New Legislation Eliminates Capital Gains Tax for Certain New Investments in Small Businesses Made Before January 1, 2011
On September 27, 2010, President Obama signed into law the Creating Small Business Jobs Act of 2010 (the “Act”). Among other provisions, the Act excludes from gross income for regular income and alternative minimum tax purposes 100% of the capital gains (subject to a per issuer limitation described below) of non-corporate taxpayers from investments in qualified small business stock made after September 27, 2010 and before January 1, 2011. For investments in qualified small business stock made after December 31, 2010, only 50% of the capital gains generally will be excluded from gross income. However, in most situations, these capital gains will be taxed at an effective rate equal to the 20% expected long-term capital gains rate as a result of the higher capital gains tax rate applicable to the non-excluded portion of the capital gain and the application of the alternative minimum tax, effectively eliminating the benefit of the exclusion.
To qualify for the 100% exclusion (in addition to completing the acquisition after September 27, 2010 and before January 1, 2011), all of the limitations applicable to investments in qualified small businesses must be met, including, among other requirements:
- The stock must be held for more than 5 years (subject to certain exceptions for qualifying tax-free “rollovers”);
- The exclusion applies only to non-corporate taxpayers;
- The small business must be a domestic C corporation and the stock purchased must be purchased by the investor as an original issuance from the corporation (directly or through an underwriter);
- The small business generally must use 80% of its assets (by value) in a qualifying active business (which excludes certain types of businesses, such as financial institutions, farms, professional service firms, hotels and restaurants and similar businesses) for substantially all of the investor’s holding period;
- The small business must not have made certain redemptions of its stock prior to or following the acquisition of the stock; and
- The aggregate gross assets (defined generally as cash plus the aggregate adjusted tax basis of other property) held by the small business must not exceed $50,000,000 at any time before or immediately following the investment by the investor (including amounts received by the small business from the investor).
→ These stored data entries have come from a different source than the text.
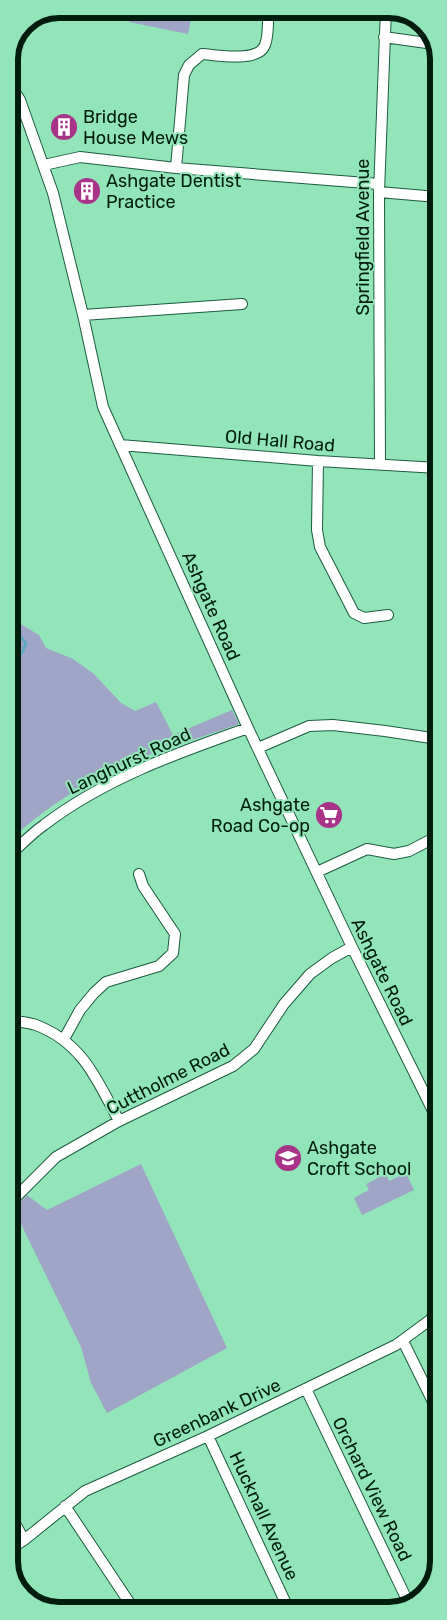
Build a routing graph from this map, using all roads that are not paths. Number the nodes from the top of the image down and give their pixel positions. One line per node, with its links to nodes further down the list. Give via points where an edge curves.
1 (267, 18): 7 (street, via 266,43 261,52 248,56 202,54 189,65 184,75)
2 (385, 18): 3 (street, Springfield Avenue)
3 (384, 37): 4 (street); 8 (street, Springfield Avenue)
4 (426, 43)
5 (18, 97): 6 (street, Ashgate Road)
6 (44, 165): 7 (street, via 80,157); 11 (street, Ashgate Road)
7 (176, 168): 8 (street)
8 (379, 188): 9 (street); 14 (street, Springfield Avenue)
9 (430, 196)
10 (242, 304): 11 (street)
11 (83, 315): 12 (street, Ashgate Road, via 103,407)
12 (120, 445): 13 (street, Old Hall Road); 17 (street, Ashgate Road)
13 (318, 461): 14 (street, Old Hall Road); 16 (street, via 317,530 320,547 354,613 364,618)
14 (380, 465): 15 (street, Old Hall Road)
15 (430, 468)
16 (388, 615)
17 (248, 728): 19 (street, Ashgate Road); 21 (street, Langhurst Road, via 173,754 95,791 43,825)
18 (430, 738): 19 (street, via 309,726)
19 (258, 748): 22 (street, Ashgate Road)
20 (430, 840): 22 (street, via 409,851 394,854 367,850)
21 (18, 848)
22 (317, 872): 24 (street, Ashgate Road)
23 (139, 874): 26 (street, via 143,886 172,926 175,934 173,953 159,966 106,982 80,1010)
24 (352, 947): 27 (street, Ashgate Road); 28 (street, Cuttholme Road, via 310,974 284,1004 254,1049 233,1066)
25 (18, 1022): 26 (street, via 35,1025)
26 (64, 1039): 28 (street, via 84,1060)
27 (430, 1105)
28 (119, 1122): 29 (street, Cuttholme Road, via 56,1157)
29 (18, 1196)
30 (430, 1320): 31 (street, Greenbank Drive)
31 (402, 1341): 32 (street, Greenbank Drive); 33 (street)
32 (306, 1389): 34 (street, Greenbank Drive); 39 (street, Orchard View Road)
33 (430, 1396)
34 (208, 1436): 35 (street, Greenbank Drive, via 85,1491); 41 (street, Hucknall Avenue)
35 (64, 1506): 37 (street, Greenbank Drive); 40 (street)
36 (18, 1529): 37 (street)
37 (24, 1540): 38 (street, Greenbank Drive)
38 (18, 1544)
39 (406, 1598)
40 (129, 1602)
41 (285, 1602)

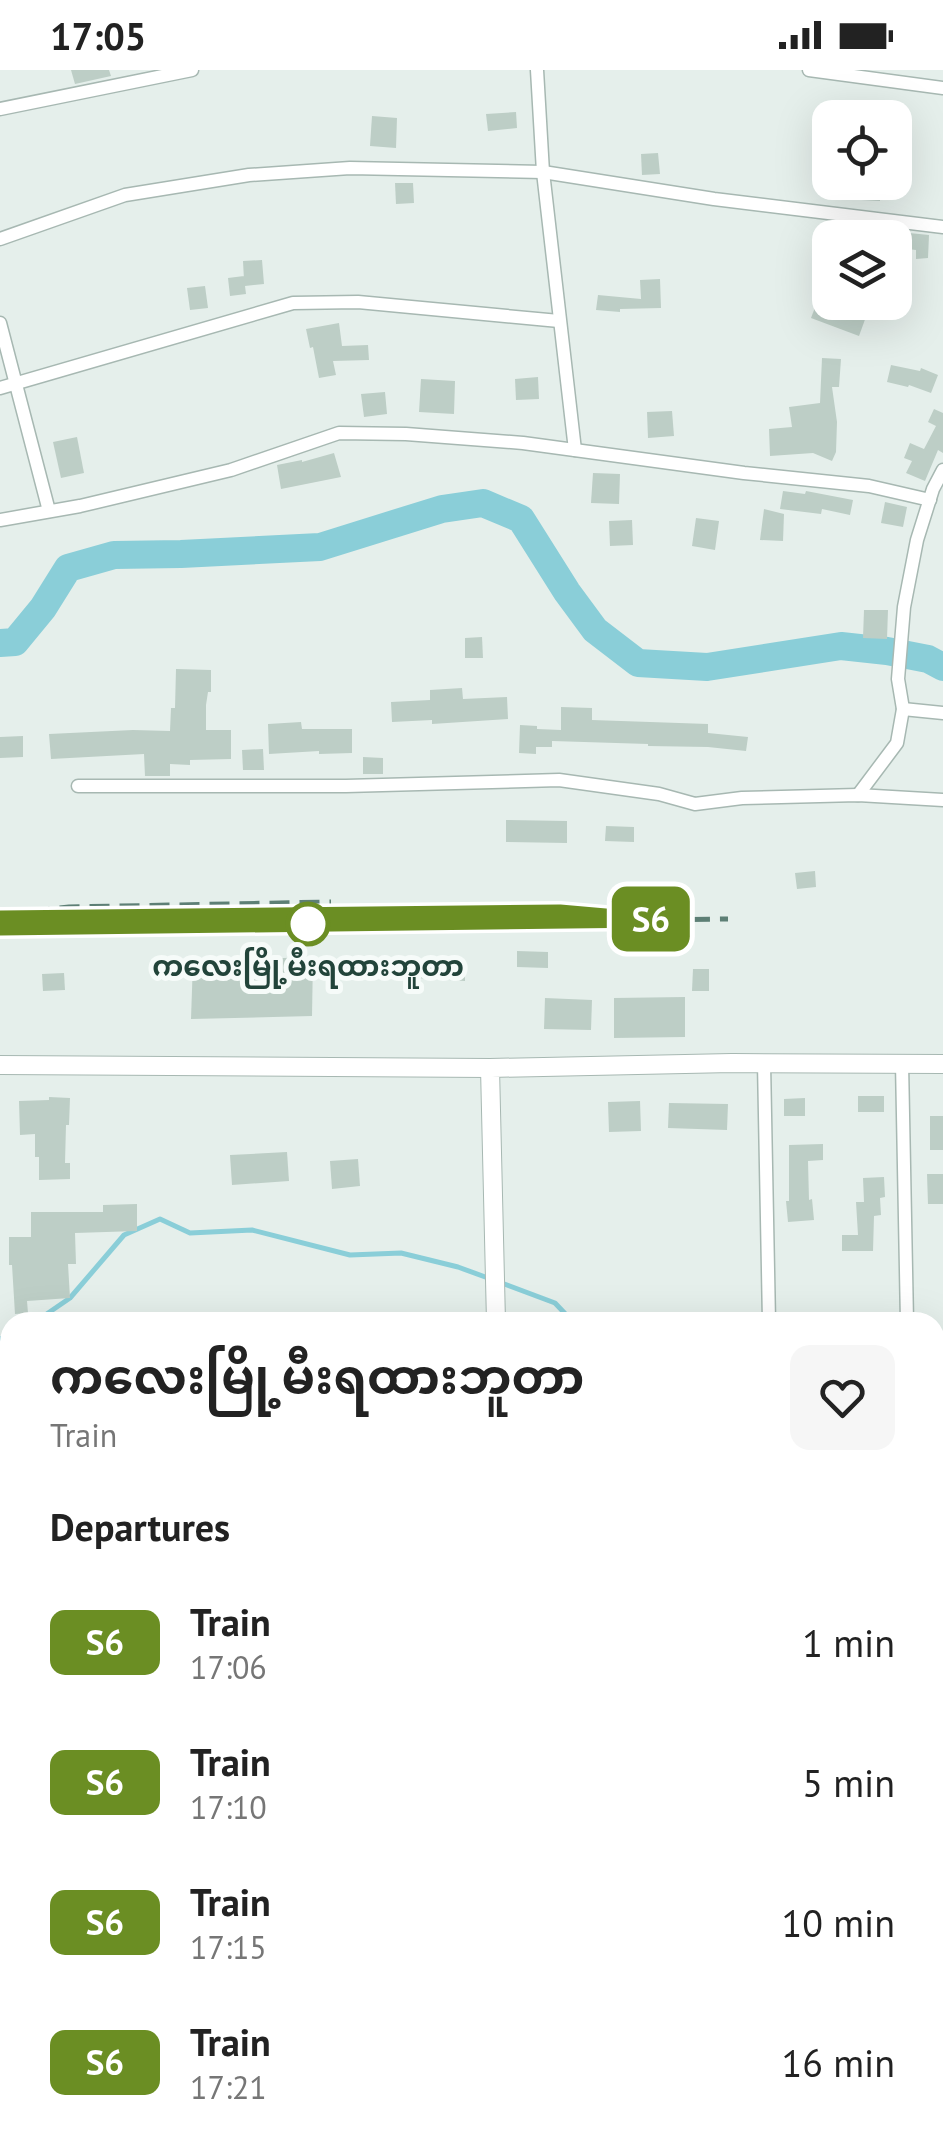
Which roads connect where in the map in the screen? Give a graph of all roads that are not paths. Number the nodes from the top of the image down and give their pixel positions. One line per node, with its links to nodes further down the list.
1 (192, 70): 5 (street)
2 (537, 70): 6 (street)
3 (810, 70): 4 (street)
4 (943, 88)
5 (0, 109)
6 (543, 172): 7 (street); 8 (street); 9 (street)
7 (943, 227)
8 (0, 239)
9 (559, 321): 11 (street); 13 (street)
10 (0, 323): 11 (street)
11 (16, 384): 12 (street); 16 (street)
12 (0, 388)
13 (575, 450): 15 (street); 16 (street)
14 (943, 470): 15 (street)
15 (930, 500): 18 (street)
16 (49, 511): 17 (street)
17 (0, 520)
18 (902, 710): 19 (street); 21 (street)
19 (943, 714)
20 (78, 786): 21 (street)
21 (858, 795): 22 (street)
22 (943, 800)
23 (764, 1063): 24 (street); 27 (street); 29 (street)
24 (902, 1063): 25 (street); 30 (street)
25 (943, 1064)
26 (0, 1065): 27 (street)
27 (490, 1068): 28 (street)
28 (496, 1312)
29 (768, 1312)
30 (907, 1312)

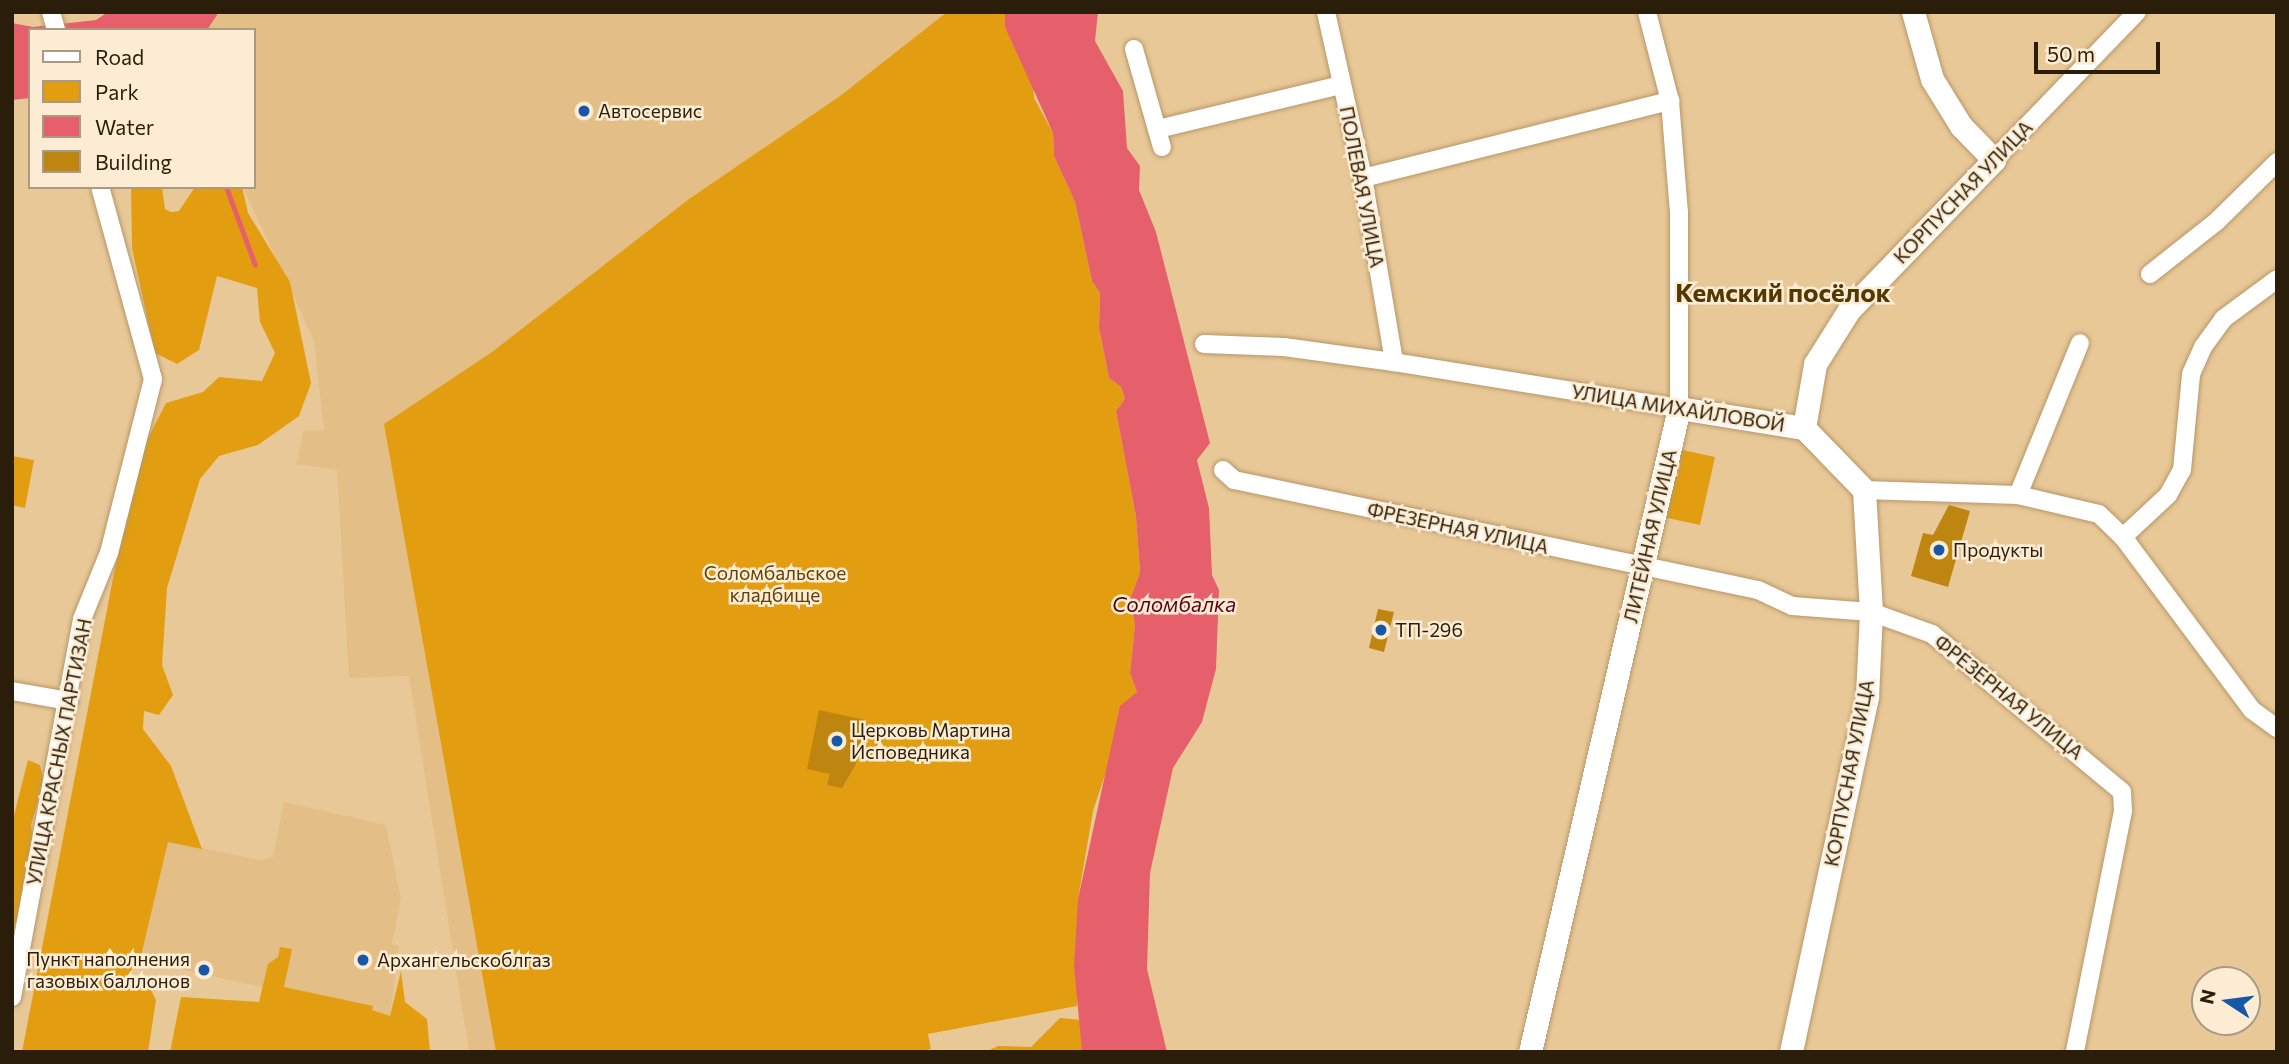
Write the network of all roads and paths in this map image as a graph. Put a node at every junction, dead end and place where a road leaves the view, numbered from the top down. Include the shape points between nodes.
1 (1325, 12) edge
2 (1647, 12) edge
3 (1913, 12) edge
4 (2137, 12) edge
5 (1134, 49) dead end
6 (1341, 85) junction
7 (1670, 101) junction
8 (1994, 160) junction
9 (2277, 162) edge
10 (1363, 178) junction
11 (101, 189) edge
12 (2150, 275) dead end
13 (2277, 279) edge
14 (2080, 343) dead end
15 (1204, 344) dead end
16 (1394, 362) junction
17 (1679, 408) junction
18 (1804, 428) junction
19 (1223, 470) dead end
20 (1864, 490) junction
21 (2018, 495) junction
22 (2123, 537) junction
23 (1644, 566) junction
24 (1871, 612) junction
25 (12, 691) edge
26 (69, 701) junction
27 (2277, 728) edge
28 (12, 996) edge
29 (1530, 1052) edge
30 (1791, 1052) edge
31 (2076, 1052) edge

1 - 6 street, ПОЛЕВАЯ УЛИЦА
2 - 7 street, ЛИТЕЙНАЯ УЛИЦА
3 - 8 street via 1932,79 1962,126
4 - 8 street, КОРПУСНАЯ УЛИЦА
5 - 6 street via 1160,138
6 - 10 street, ПОЛЕВАЯ УЛИЦА
7 - 10 street
7 - 17 street, ЛИТЕЙНАЯ УЛИЦА via 1679,213
8 - 18 street, КОРПУСНАЯ УЛИЦА via 1849,310 1815,364
9 - 12 street via 2217,221
10 - 16 street, ПОЛЕВАЯ УЛИЦА
11 - 26 street, УЛИЦА КРАСНЫХ ПАРТИЗАН via 153,379 109,553 82,619
13 - 22 street via 2223,319 2203,347 2191,374 2182,470 2168,495
14 - 21 street
15 - 16 street, УЛИЦА МИХАЙЛОВОЙ via 1284,347
16 - 17 street, УЛИЦА МИХАЙЛОВОЙ
17 - 18 street, УЛИЦА МИХАЙЛОВОЙ
17 - 23 street, ЛИТЕЙНАЯ УЛИЦА
18 - 20 street, УЛИЦА МИХАЙЛОВОЙ
19 - 23 street, ФРЕЗЕРНАЯ УЛИЦА via 1234,480
20 - 21 street
20 - 24 street, КОРПУСНАЯ УЛИЦА
21 - 22 street via 2099,514
22 - 27 street via 2252,710
23 - 24 street, ФРЕЗЕРНАЯ УЛИЦА via 1758,590 1792,606
23 - 29 street, ЛИТЕЙНАЯ УЛИЦА
24 - 30 street, КОРПУСНАЯ УЛИЦА via 1867,697
24 - 31 street, ФРЕЗЕРНАЯ УЛИЦА via 1932,634 2122,792 2123,811
25 - 26 street
26 - 28 street, УЛИЦА КРАСНЫХ ПАРТИЗАН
In addition, there is a per issuer limit on gains eligible for the exclusion equal to the greater of $10,000,000 or 10 times the adjusted tax basis of stock issued by the small business and disposed of by the investor during a particular year.
The temporary exemption from regular income and alternative minimum tax of capital gains from investments in qualified small business stock presents a significant opportunity for investors who are considering making an investment in a qualifying small business, and who are able to do so before the clock strikes midnight on December 31, 2010.
Additionally, companies that are just being formed, or are currently not structured as a domestic C corporation (such as limited liability companies), should consider whether being formed as, or converting to, a domestic C corporation could permit equity holders of the company to benefit from the 100% exclusion. Note, however, that with respect to S corporations and other non-eligible corporate entities, a conversion of the corporation to a domestic C corporation generally would not enable the current stockholders of the corporation to qualify for the 100% exclusion with respect to any stock that they currently hold.